Lettre imprimée adressée à Frantz-Jourdain
LA SAVOUREUSE INSOLENCE DADA : L’HISTOIRE DU TROUSSE-PIPI
ÉDITION ORIGINALE. 1 f. in-4 (275 x 210 mm).
TRANSCRIPTION :
“Paris, le 16 décembre 1919,
Monsieur,
Vos pirouettes de vieil homme politique ne m’intimident pas. Je ne comprends pas pourquoi le fait d’être passé deux fois dans votre bureau en vous demandant non un service mais un conseil, peut lier mon opinion à votre sujet et à celui du Salon des “Camarades”. Il y’a plus de dix ans de cela ; je n’avais pas l’expérience des hommes. Je ne vous connaissais pas. Je vous connais maintenant.
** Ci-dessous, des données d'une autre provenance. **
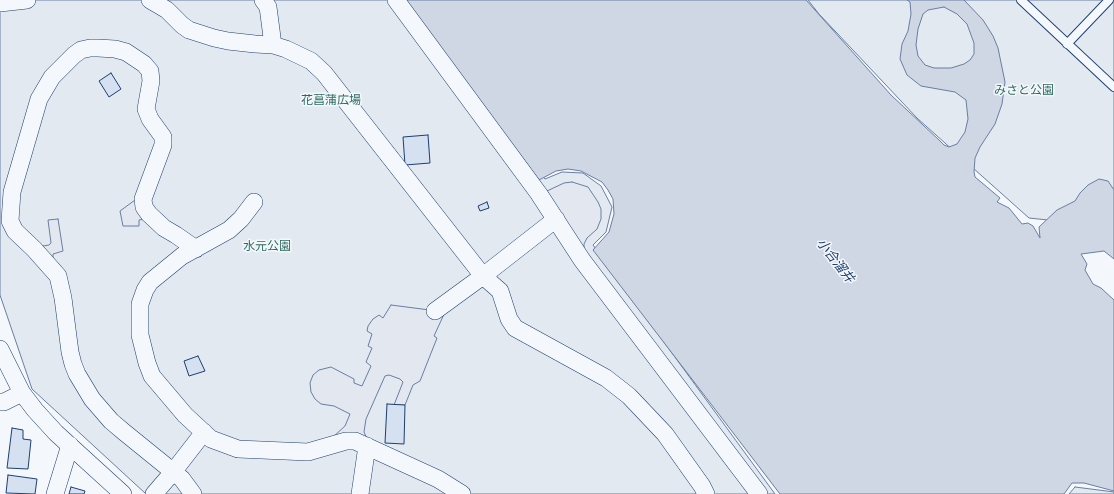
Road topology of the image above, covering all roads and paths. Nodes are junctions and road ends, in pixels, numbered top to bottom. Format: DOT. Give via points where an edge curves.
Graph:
graph roads {
  1 [pos="27,0"];
  2 [pos="153,0"];
  3 [pos="263,0"];
  4 [pos="396,0"];
  5 [pos="1021,0"];
  6 [pos="1109,0"];
  7 [pos="0,3"];
  8 [pos="1067,44"];
  9 [pos="273,45"];
  10 [pos="1114,87"];
  11 [pos="254,202"];
  12 [pos="556,219"];
  13 [pos="196,249"];
  14 [pos="483,276"];
  15 [pos="435,311"];
  16 [pos="0,349"];
  17 [pos="22,392"];
  18 [pos="0,402"];
  19 [pos="204,432"];
  20 [pos="70,445"];
  21 [pos="367,446"];
  22 [pos="173,472"];
  23 [pos="55,494"];
  24 [pos="123,494"];
  25 [pos="154,494"];
  26 [pos="193,494"];
  27 [pos="360,494"];
  28 [pos="462,494"];
  29 [pos="706,494"];
  30 [pos="759,494"];
  1 -- 7 [label="street"];
  2 -- 9 [label="street" via="189,30 228,41"];
  3 -- 9 [label="street" via="268,7"];
  4 -- 12 [label="street"];
  5 -- 8 [label="lane"];
  6 -- 8 [label="lane"];
  8 -- 10 [label="lane"];
  9 -- 14 [label="street" via="311,61 324,73"];
  11 -- 13 [label="street" via="229,230"];
  12 -- 14 [label="street"];
  12 -- 30 [label="street" via="582,260"];
  13 -- 19 [label="street" via="163,270 144,290 140,304 140,335 152,376 185,415"];
  13 -- 22 [label="street" via="164,228 144,207 143,199 163,145 163,137 146,109 151,81 150,71 126,52 98,48 82,50 52,77 39,99 12,192 10,221 15,231 58,276 73,364 92,399 111,421"];
  14 -- 15 [label="street"];
  14 -- 29 [label="street" via="500,291 509,319 515,328 606,378 629,396 665,434"];
  16 -- 17 [label="street"];
  17 -- 18 [label="street"];
  17 -- 20 [label="street" via="35,410"];
  19 -- 21 [label="street" via="211,439 238,449 308,452 346,441"];
  19 -- 22 [label="street"];
  20 -- 23 [label="street"];
  20 -- 24 [label="street"];
  21 -- 27 [label="street"];
  21 -- 28 [label="street" via="438,479"];
  22 -- 25 [label="street"];
  22 -- 26 [label="street"];
}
On m’a accusé d’avoir manqué de dignité en n’ayant pas donné ma démission de sociétaire avant d’avoir écrit l’article incriminé. Je ne suis pas comme M. DESVALLIERES, un chevalier et n’ai rien à faire avec les recettes de chevalerie.
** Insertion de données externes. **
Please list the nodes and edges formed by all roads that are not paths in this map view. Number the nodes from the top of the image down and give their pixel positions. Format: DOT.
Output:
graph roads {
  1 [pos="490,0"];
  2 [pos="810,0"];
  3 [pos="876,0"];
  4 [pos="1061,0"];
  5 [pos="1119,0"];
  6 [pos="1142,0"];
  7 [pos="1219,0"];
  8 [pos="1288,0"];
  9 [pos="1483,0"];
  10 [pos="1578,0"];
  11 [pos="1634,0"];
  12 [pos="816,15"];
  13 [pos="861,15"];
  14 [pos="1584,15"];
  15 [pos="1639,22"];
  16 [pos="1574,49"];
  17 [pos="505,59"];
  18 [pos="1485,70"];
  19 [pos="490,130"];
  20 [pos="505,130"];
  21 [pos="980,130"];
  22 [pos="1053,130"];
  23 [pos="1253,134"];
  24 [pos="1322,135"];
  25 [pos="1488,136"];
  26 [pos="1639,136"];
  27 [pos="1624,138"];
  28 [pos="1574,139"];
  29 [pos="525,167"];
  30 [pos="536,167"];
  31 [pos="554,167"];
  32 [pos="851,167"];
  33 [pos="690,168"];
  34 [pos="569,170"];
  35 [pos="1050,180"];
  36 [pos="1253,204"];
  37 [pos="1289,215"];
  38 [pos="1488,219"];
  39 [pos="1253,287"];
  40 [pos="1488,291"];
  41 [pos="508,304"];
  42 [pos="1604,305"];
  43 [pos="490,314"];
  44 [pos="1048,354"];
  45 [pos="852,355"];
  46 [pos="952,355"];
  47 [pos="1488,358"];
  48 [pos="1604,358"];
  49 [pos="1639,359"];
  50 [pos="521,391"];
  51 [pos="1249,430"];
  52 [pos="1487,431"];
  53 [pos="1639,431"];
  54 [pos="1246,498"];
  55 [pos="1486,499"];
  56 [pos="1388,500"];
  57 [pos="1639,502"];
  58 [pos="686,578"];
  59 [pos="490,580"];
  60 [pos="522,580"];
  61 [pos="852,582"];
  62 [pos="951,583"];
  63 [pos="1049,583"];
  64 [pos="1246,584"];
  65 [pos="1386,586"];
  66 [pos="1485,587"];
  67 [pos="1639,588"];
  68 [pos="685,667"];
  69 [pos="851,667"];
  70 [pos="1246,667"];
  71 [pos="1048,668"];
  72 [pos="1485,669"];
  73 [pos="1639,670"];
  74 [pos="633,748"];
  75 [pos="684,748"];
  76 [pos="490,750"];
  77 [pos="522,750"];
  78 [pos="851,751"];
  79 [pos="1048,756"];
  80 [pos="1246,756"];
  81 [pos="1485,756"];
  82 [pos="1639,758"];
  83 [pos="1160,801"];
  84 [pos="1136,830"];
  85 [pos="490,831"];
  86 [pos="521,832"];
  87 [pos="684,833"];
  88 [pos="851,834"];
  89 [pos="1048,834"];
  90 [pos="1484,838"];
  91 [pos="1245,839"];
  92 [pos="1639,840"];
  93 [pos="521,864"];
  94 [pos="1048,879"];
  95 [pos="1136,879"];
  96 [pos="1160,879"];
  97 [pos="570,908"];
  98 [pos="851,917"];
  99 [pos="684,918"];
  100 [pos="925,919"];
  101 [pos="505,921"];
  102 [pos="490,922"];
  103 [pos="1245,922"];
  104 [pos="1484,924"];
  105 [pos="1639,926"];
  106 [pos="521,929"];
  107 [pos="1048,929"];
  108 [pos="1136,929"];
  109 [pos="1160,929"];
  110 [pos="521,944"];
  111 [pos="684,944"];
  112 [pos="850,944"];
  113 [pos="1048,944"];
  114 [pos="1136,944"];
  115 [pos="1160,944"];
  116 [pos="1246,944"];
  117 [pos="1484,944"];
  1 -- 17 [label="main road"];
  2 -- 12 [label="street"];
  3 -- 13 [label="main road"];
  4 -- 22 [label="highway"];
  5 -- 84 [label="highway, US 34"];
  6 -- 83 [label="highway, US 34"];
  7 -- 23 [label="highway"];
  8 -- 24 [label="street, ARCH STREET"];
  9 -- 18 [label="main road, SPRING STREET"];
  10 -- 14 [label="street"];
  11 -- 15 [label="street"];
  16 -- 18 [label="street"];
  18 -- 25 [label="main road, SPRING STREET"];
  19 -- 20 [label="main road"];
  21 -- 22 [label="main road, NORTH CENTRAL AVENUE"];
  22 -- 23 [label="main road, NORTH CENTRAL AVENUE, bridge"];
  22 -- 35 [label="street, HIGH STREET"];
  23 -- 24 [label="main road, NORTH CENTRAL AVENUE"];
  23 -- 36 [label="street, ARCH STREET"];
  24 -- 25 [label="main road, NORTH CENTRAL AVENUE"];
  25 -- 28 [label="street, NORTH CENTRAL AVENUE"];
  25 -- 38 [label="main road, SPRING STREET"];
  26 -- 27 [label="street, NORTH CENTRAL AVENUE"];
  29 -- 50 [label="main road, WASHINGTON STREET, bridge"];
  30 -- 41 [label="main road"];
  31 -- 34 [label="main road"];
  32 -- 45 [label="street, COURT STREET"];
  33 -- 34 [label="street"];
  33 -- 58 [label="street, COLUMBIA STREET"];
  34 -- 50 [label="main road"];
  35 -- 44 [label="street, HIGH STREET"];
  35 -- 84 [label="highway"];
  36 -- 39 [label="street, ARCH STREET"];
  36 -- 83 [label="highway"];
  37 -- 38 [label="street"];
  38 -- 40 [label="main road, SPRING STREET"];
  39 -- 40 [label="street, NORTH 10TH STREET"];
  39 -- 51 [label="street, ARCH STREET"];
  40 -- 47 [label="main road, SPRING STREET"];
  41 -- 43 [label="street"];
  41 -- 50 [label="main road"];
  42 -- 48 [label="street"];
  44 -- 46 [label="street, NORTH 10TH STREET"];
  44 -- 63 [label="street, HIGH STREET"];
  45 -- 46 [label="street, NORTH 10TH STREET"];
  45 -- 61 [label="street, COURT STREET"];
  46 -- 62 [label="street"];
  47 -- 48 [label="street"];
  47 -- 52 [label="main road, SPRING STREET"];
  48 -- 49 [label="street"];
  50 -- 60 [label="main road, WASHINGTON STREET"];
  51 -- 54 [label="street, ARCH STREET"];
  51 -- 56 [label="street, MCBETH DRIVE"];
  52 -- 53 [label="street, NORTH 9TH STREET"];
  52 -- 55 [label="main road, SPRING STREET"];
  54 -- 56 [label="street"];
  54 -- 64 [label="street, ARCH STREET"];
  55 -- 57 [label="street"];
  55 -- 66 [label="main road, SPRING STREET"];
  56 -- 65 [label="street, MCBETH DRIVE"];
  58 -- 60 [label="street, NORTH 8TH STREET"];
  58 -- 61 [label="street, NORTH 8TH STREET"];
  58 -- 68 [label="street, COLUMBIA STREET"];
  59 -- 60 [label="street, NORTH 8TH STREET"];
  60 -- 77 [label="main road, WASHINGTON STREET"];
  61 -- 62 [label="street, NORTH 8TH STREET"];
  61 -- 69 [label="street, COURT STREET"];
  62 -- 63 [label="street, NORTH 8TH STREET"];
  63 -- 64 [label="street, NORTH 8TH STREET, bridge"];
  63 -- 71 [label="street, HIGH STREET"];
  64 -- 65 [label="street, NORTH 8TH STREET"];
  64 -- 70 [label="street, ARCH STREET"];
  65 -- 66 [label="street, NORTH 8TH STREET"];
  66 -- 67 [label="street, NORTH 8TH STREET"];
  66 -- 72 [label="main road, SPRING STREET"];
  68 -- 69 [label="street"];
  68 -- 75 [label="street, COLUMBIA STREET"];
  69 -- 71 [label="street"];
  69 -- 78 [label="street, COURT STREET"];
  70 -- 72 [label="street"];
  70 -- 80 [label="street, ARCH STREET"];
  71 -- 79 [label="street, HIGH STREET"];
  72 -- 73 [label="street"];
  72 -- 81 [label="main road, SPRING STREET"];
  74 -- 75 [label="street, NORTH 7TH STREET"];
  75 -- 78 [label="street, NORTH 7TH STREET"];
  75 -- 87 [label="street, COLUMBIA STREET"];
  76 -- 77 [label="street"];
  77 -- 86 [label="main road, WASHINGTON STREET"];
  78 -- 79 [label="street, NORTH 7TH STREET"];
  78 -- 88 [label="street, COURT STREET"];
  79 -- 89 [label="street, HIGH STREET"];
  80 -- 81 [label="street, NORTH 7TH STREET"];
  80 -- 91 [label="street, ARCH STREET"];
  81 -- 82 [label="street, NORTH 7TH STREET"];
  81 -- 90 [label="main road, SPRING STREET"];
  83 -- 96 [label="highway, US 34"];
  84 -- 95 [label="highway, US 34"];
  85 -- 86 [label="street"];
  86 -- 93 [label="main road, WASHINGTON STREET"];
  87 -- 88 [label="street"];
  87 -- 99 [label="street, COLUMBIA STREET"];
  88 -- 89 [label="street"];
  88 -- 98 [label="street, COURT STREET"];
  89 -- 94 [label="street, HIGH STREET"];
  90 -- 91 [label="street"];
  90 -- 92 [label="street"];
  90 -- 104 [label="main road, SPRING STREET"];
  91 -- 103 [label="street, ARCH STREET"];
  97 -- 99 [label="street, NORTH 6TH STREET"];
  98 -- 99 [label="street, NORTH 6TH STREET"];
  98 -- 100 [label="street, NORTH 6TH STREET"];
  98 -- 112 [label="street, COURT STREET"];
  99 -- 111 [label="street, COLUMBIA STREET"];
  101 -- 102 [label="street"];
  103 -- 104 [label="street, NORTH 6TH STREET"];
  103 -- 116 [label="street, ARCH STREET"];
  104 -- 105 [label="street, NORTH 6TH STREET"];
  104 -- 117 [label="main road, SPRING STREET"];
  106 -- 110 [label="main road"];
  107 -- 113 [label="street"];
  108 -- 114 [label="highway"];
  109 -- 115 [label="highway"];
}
Je vous écris pour vous confirmer que je ne donne pas ma démission.
S’il plaît à M. Maurice Denis de donner la sienne, il peut le faire avec autant moins de risques que son lit est fait à la Nationale, et son fauteuil roulant tout près de l’Institut. Seuls M. VAUXELLES et le PAPE verseront des larmes conjuguées.
J’ajoute que si vous me radiez, la question sera portée devant l’Assemblée générale.
En vous remerciant, Monsieur, d’avoir mis votre talent de lecteur au service de mon article devant les victimes elles-mêmes, ce dont elles doivent vous être reconnaissantes, je regrette de ne pouvoir, pour vos frais de déplacement, vous envoyer une mèche de mes cheveux. Chacun met son bien là où il peut : vous sur le crâne, moi en dessous.
Bonjour, Monsieur.”
En 1922, Georges Ribemont-Dessaignes déclenche un mini-scandale au Salon d'Automne en tentant d'y exposer une toile au titre volontairement provocateur : Le Trousse-Pipi. Malgré son statut de sociétaire qui aurait dû lui garantir une place d'office, les organisateurs, outrés par cette "insulte à l'art", refusent d'accrocher l'œuvre. Cette censure n'était pas un échec pour l'artiste, mais une victoire stratégique typiquement Dada : en forçant l'institution à rejeter son travail pour indécence, Ribemont-Dessaignes réussissait à démontrer le caractère réactionnaire et bourgeois des salons officiels, tout en s'offrant une publicité tapageuse au moment même où le mouvement cherchait ses derniers éclats.